In Subarnarekha, the plot, so full of Ghatak’s intentional use of coincidences and melodrama, follows the protagonist Ishwar Chakraborti, a man who has arrived as a refugee in Calcutta after Bengal’s Partition, and who is trying to cobble together a family with his much-younger sister Seeta, and Abhiram, a poor lower-caste boy he has taken in. Ishwar takes up a job in Chhatimpur on the banks of the Subarnarekha; the years go by, Seeta and Abhiram grow up, fall in love, and elope against his wishes. They set up home in Calcutta, and have a child, Binu. One fateful night, Abhiram is lynched by a mob. The widowed Seeta finds herself in a brothel. Ishwar spends a nightmarish evening in Calcutta in an alcohol-fuelled haze, ending up at the same brothel. He is to be her first client. Recognising him, she slits her throat. Ishwar returns to Chhatimpur with Binu. He is dismissed from his post and has lost everything, his sister, Abhiram, his job, his future.
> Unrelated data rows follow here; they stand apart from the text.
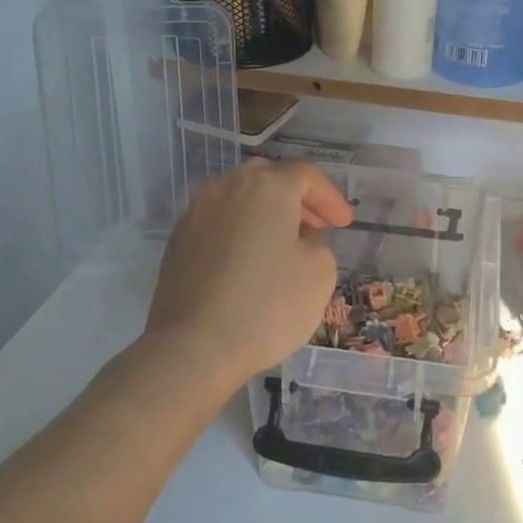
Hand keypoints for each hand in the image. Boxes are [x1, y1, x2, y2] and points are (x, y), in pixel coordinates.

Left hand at [146, 160, 354, 386]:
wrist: (194, 346)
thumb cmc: (267, 305)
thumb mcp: (319, 273)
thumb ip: (318, 244)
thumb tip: (299, 239)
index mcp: (266, 187)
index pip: (307, 176)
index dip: (331, 198)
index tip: (345, 224)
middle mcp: (227, 187)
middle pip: (269, 179)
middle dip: (297, 199)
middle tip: (316, 226)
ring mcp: (196, 212)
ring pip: (239, 198)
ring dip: (265, 213)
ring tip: (283, 244)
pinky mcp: (178, 240)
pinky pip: (219, 222)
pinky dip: (240, 231)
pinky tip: (249, 261)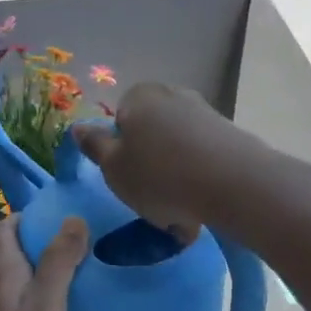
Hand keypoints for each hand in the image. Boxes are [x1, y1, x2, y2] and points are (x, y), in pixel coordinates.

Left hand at [0, 213, 87, 310]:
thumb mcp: (47, 304)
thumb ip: (60, 260)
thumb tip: (73, 218)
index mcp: (0, 266)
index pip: (9, 224)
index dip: (34, 218)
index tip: (65, 223)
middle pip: (8, 249)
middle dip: (38, 244)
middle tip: (76, 251)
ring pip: (8, 276)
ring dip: (33, 271)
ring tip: (67, 280)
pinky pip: (6, 300)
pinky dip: (26, 296)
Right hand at [74, 83, 258, 236]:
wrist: (234, 183)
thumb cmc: (159, 175)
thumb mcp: (113, 167)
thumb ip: (94, 145)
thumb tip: (77, 126)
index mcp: (139, 97)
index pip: (119, 121)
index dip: (120, 153)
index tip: (127, 180)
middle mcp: (172, 95)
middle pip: (150, 135)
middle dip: (150, 166)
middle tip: (151, 200)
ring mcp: (205, 113)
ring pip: (177, 151)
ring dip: (176, 179)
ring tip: (180, 214)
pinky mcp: (230, 135)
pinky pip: (203, 160)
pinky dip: (199, 181)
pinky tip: (202, 209)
Epic in scope, and dense with events and characters that cry out to be excavated and understood, this masterpiece of world cinema is replete with timeless themes: Exile, displacement, loss, the meaning of home and nation, caste, social inequality, family strife, the attempts to build a new India, and the seeming impossibility of finding happiness. At the heart of the film is the river itself, the grand amphitheatre and dramatic setting for the personal tragedies that will unfold. Here, we are faced with the immensity of a wide, slow-moving river, huge boulders, treeless plains, vast alluvial sands, an arid landscape, the indifference of a pitiless sky, all suspended in an unchanging geological time. The entire film is permeated by a sense of foreboding. Despite some transient moments of happiness, the pervasive mood is one of a profound unease, of disquiet. There is no consolation to be found here.
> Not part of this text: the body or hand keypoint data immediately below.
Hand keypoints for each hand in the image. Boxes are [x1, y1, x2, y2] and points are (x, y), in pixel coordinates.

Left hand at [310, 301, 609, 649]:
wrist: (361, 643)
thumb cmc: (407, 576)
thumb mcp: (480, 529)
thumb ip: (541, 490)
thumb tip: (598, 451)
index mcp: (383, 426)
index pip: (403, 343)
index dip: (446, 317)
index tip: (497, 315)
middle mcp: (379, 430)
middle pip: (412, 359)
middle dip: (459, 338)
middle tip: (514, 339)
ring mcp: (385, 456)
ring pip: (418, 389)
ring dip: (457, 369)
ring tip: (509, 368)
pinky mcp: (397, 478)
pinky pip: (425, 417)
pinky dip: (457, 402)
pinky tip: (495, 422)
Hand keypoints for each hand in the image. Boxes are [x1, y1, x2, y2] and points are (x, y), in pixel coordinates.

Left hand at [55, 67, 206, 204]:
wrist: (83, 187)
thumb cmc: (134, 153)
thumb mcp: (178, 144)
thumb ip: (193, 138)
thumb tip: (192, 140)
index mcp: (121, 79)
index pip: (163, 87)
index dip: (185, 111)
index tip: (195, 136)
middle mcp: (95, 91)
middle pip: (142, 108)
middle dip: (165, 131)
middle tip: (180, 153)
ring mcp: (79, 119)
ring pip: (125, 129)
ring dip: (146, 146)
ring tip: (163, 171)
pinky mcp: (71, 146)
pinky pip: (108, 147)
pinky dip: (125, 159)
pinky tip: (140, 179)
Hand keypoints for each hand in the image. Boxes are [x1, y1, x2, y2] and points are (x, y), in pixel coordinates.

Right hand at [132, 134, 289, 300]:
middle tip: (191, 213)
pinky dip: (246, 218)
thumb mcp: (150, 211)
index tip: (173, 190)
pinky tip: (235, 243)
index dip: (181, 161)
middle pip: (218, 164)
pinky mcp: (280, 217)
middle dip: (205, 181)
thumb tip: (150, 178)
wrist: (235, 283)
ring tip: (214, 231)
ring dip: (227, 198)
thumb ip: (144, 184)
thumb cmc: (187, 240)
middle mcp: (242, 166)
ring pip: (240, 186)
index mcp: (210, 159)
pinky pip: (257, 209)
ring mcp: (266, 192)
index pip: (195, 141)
Ghatak’s intention was clear. In his writeup entitled On Subarnarekha, he stated: “What I felt and wanted to tell through my film is the story of the present economic, political, and social crises in Bengal.” Further: “While I do not seek to practice passionate sloganeering, I also hate to make films only to capture ‘human relationships’.” As a lifelong Marxist, he firmly placed the personal against the larger backdrop of sweeping political conflicts and ideologies. On one level, this is a film about the “refugee problem”; a recognition of how livelihoods, homes, identities, and human connections in the old country are lost and must be recreated. This is equally relevant today; by April, a record 122 million people worldwide were forcibly displaced due to conflicts and persecution. But Ghatak also clarified that “refugee or homeless in this film does not mean only the homeless from East Bengal. I wanted also to speak of the fact that we have all been rendered homeless in our time, having lost our vital roots.” In other words, we are all refugees now.
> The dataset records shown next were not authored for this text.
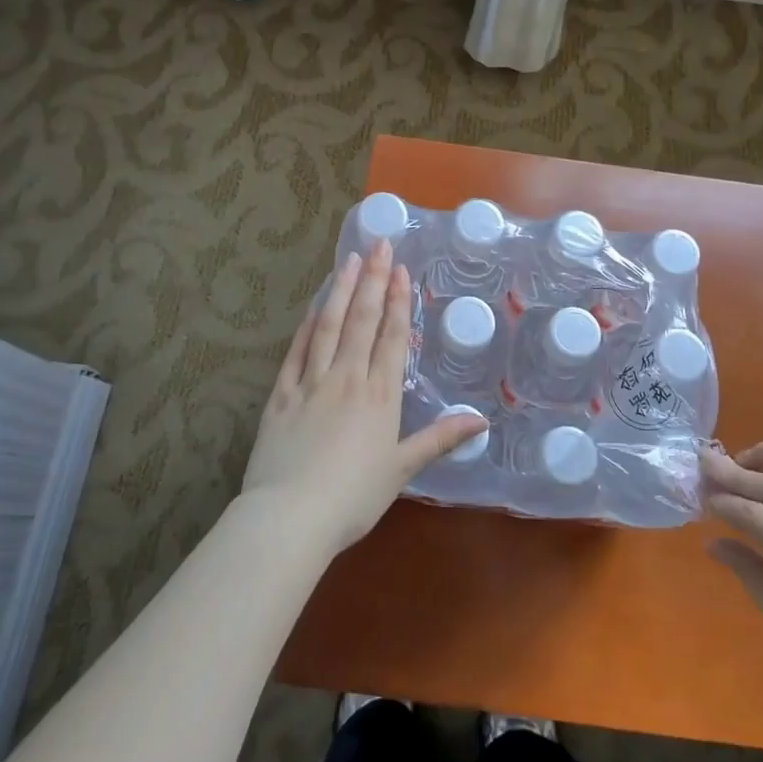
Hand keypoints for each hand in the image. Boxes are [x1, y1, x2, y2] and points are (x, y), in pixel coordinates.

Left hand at [242, 239, 485, 554]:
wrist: (291, 516)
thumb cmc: (353, 497)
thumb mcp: (402, 470)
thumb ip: (439, 439)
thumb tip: (481, 421)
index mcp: (379, 396)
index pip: (392, 337)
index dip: (398, 301)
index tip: (401, 270)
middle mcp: (347, 378)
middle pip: (363, 320)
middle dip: (373, 280)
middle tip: (379, 245)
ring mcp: (311, 382)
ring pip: (329, 326)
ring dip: (341, 290)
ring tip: (349, 260)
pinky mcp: (281, 394)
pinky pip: (296, 351)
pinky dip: (307, 325)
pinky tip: (314, 306)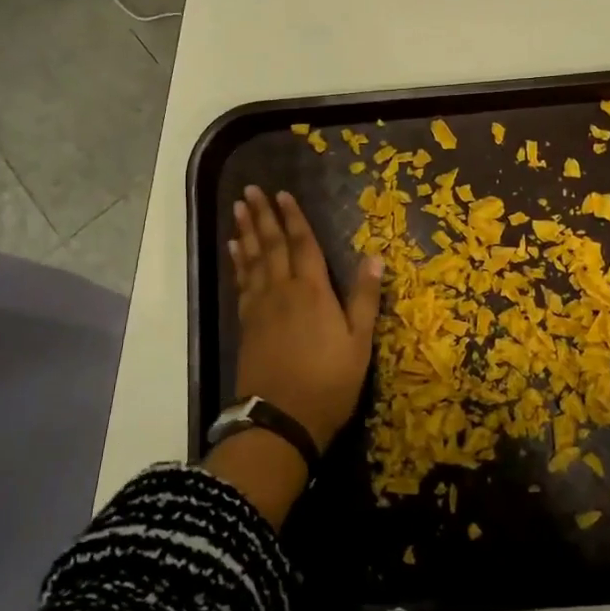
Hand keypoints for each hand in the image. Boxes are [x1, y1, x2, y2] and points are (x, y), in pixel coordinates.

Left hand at [230, 185, 382, 451]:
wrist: (281, 419)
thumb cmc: (329, 382)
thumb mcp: (359, 343)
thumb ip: (364, 298)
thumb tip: (375, 257)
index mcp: (313, 291)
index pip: (303, 245)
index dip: (293, 218)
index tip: (282, 194)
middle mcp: (283, 291)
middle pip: (271, 245)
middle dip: (262, 216)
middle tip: (249, 191)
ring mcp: (260, 307)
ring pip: (252, 260)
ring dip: (246, 232)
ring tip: (238, 209)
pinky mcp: (246, 324)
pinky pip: (241, 283)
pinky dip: (237, 263)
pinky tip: (234, 250)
The film ends in an ambiguous denouement. Having lost everything, Ishwar is walking with Binu towards the promised home, on the other side of the river, where the blue hills, the “neel pahad” that Seeta had sung of, beckon. Ghatak resists any tidy resolution. For Ishwar, the traumas of Partition may be insurmountable. But little Binu may be the bearer of hope and possibility, and the film’s haunting ending may signify a promise of new beginnings.